I spent way too much fucking money trying to fix my car, Urnie. All for nothing apparently because it doesn't fuckin' work D=<
I quit my job at Dominos so that I could fully concentrate on my study at UC... Which I then proceeded to completely fuck. And I've undoubtedly failed the entire semester.
My flatmate's dog tore up the only reminder I had of my best friend from a couple of years back. A black ribbon she tied around my wrist the morning before she died in hospital. It was unsalvageable. I decided trying to discard the thing altogether along with the memory was better than keeping it in its ruined state. The whole point of keeping it safe was that I had something perfect left of her even if her life had been destroyed.
Had to sell most of my nearly 600-strong DVD collection 'cause I desperately need the cash. Having them was pretty much my one and only hobby.
Had to give back the rats I raised and fell in love with. They were a birthday present to aforementioned ex-girlfriend, but she got over them rather more quickly than I though she would. When she got back to Australia I had to give them back though. Which brings me to my next point...
The ex came back to Australia... The whole situation is pretty fucked and I seriously hate myself for not being over her yet. Plus there's a whole 'nother thing which makes me angry. Which is another shit thing...

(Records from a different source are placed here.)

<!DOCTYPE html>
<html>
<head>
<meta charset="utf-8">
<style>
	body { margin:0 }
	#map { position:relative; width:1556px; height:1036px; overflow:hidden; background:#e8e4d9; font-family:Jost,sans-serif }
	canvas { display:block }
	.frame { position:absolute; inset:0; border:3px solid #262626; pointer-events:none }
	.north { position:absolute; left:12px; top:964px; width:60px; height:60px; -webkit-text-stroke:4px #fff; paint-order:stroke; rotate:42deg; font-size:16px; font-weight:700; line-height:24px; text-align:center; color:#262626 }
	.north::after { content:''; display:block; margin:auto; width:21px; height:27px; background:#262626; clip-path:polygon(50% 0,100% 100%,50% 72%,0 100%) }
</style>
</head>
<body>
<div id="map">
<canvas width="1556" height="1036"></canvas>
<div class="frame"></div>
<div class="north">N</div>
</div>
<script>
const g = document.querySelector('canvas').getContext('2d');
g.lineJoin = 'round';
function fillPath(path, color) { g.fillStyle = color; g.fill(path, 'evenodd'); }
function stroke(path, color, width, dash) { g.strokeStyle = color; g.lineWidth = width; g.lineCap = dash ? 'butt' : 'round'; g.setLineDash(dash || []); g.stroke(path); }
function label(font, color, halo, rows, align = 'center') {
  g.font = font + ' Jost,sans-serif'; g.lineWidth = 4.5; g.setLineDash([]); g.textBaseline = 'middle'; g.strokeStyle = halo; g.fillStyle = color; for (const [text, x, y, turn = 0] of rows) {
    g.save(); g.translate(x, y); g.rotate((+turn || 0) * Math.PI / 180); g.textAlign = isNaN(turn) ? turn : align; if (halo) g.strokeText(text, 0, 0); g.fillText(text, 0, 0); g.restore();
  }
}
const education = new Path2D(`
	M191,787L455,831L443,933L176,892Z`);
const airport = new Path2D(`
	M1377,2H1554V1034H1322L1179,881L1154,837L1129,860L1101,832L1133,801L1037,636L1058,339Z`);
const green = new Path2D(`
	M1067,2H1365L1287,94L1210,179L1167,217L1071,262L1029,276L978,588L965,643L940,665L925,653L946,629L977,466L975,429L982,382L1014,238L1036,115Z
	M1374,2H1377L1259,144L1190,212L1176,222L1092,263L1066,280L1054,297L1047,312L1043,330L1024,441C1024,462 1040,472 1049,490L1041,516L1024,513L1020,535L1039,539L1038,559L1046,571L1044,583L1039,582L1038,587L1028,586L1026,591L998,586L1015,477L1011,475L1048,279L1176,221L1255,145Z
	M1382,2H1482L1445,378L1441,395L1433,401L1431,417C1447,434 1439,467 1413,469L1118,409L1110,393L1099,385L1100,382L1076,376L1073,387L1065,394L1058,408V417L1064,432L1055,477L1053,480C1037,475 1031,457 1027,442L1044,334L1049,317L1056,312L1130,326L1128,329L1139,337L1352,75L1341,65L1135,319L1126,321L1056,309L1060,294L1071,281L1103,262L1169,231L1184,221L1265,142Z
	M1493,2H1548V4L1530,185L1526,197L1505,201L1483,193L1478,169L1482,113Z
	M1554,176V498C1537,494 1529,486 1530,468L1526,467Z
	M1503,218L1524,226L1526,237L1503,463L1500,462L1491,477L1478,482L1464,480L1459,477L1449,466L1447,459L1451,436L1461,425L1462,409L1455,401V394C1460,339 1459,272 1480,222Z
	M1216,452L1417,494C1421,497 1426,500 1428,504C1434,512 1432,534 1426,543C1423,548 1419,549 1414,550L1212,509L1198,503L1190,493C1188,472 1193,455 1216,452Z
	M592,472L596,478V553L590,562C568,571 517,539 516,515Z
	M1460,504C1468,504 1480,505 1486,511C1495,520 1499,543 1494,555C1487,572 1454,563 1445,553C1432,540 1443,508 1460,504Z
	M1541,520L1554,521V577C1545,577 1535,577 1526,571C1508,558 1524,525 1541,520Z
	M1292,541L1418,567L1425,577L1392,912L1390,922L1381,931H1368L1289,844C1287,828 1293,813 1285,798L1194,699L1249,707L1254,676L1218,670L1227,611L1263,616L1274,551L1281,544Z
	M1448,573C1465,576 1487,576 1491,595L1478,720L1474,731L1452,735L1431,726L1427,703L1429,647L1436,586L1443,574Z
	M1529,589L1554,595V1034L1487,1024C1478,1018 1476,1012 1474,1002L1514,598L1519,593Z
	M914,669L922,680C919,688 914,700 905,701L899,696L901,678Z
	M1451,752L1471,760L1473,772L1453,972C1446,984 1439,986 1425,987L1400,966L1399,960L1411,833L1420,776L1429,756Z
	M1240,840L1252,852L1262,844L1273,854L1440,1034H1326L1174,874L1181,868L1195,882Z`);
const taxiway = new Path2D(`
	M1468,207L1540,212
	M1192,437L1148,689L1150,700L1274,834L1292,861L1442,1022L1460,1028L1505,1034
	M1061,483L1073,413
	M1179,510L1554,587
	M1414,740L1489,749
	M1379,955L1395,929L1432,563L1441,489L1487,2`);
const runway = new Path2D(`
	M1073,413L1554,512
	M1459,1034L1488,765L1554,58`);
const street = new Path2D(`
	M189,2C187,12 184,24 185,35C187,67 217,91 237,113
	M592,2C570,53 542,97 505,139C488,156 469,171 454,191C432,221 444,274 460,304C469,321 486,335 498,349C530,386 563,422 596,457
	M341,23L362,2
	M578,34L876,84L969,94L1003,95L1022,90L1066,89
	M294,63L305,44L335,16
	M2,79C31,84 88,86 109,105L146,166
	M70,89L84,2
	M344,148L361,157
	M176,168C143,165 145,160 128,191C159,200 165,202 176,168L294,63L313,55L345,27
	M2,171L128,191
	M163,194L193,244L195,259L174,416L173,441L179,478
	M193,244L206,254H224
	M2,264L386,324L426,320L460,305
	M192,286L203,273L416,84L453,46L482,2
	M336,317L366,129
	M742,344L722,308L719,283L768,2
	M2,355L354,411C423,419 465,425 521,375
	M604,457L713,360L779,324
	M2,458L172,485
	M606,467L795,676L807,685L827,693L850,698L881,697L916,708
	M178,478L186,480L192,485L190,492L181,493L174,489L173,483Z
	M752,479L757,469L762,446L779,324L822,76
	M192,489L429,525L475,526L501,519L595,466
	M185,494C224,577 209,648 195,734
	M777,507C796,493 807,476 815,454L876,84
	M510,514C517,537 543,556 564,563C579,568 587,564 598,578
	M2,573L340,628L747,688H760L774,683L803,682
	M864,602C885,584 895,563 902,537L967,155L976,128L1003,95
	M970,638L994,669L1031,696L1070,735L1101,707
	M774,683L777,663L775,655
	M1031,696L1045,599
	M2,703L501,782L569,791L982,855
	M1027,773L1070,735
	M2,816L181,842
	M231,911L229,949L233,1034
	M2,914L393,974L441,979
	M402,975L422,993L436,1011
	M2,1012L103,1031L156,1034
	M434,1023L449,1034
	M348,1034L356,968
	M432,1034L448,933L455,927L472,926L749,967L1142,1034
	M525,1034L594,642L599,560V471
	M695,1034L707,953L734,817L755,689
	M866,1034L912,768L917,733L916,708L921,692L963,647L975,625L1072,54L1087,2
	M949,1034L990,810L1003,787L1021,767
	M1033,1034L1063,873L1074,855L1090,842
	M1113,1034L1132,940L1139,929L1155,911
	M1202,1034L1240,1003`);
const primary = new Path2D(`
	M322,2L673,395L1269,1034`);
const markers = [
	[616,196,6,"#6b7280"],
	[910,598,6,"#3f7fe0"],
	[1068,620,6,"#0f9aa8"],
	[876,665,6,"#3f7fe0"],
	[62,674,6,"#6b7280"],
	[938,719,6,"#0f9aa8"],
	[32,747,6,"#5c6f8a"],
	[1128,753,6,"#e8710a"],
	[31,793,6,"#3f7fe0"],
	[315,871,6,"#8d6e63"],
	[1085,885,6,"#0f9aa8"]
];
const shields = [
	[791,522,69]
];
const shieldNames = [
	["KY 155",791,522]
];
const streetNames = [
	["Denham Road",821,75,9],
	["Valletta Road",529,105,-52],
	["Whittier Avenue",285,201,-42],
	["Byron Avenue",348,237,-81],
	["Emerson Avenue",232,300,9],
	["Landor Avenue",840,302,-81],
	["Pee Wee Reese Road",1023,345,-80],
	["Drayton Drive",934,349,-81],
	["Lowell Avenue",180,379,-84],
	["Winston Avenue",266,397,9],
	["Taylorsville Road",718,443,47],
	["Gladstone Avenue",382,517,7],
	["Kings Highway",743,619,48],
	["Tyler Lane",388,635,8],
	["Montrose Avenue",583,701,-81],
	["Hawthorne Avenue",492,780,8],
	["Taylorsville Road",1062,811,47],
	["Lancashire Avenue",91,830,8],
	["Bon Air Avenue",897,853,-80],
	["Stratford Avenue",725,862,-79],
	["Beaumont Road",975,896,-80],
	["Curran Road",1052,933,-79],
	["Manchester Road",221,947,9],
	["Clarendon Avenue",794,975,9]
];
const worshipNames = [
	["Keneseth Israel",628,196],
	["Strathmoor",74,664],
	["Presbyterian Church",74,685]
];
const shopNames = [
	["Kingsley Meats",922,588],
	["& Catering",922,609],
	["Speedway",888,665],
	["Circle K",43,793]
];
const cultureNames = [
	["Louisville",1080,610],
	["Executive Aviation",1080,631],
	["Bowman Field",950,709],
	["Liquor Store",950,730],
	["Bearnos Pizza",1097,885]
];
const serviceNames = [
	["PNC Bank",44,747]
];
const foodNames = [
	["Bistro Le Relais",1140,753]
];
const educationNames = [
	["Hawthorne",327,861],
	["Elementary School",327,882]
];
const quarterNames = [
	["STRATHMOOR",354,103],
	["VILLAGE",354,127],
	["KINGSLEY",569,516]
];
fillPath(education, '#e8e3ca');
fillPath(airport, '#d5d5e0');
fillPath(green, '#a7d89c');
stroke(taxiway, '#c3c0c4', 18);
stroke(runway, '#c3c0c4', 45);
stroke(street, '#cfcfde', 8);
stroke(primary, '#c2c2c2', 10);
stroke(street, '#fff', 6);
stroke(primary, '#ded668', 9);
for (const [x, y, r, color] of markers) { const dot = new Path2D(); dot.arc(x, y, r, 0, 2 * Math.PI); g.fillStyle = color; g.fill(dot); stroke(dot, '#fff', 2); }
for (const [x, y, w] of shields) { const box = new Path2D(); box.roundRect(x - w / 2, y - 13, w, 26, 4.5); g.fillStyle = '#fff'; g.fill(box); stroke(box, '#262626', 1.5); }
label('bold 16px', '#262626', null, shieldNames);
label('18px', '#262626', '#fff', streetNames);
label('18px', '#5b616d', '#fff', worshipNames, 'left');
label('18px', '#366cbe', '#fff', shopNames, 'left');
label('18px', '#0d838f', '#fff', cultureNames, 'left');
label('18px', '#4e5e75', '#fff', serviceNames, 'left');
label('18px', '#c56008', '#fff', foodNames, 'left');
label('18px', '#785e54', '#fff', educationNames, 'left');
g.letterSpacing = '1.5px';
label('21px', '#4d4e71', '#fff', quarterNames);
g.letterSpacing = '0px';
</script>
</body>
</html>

I got angry this year. It wasn't until December either, I almost made it! This may not seem like such a big deal but it really, really is, I just can't justify writing it all down.
But this year a bunch of crap has rocked:
I got to see four out of my five favourite bands play live! Nick Cave, Dimmu Borgir, Rammstein, Amanda Fucking Palmer down, God Module to go...
Spent infinitely more time this year with my best friend L'alice, comparative to 2010.
Though the junki flat I'm back in now is faaaaiiiirly lame, I get to spend almost all my time in it with Riley. Who's pretty fuckin' amazing.
Finally got happy with mah hair.
Started taking amphetamines again, and someone that actually sells decent shit.
Of course there's about 4million more that belong in the sucked pile, and about a million more that need to be slotted in the rocked pile... But even taking that into account, terribleness seems to easily outweighs fabulousness.
Peter, Kandy, HRV, Bodine and L'alice. I don't think that saying these five literally saved my life this year would be an overstatement.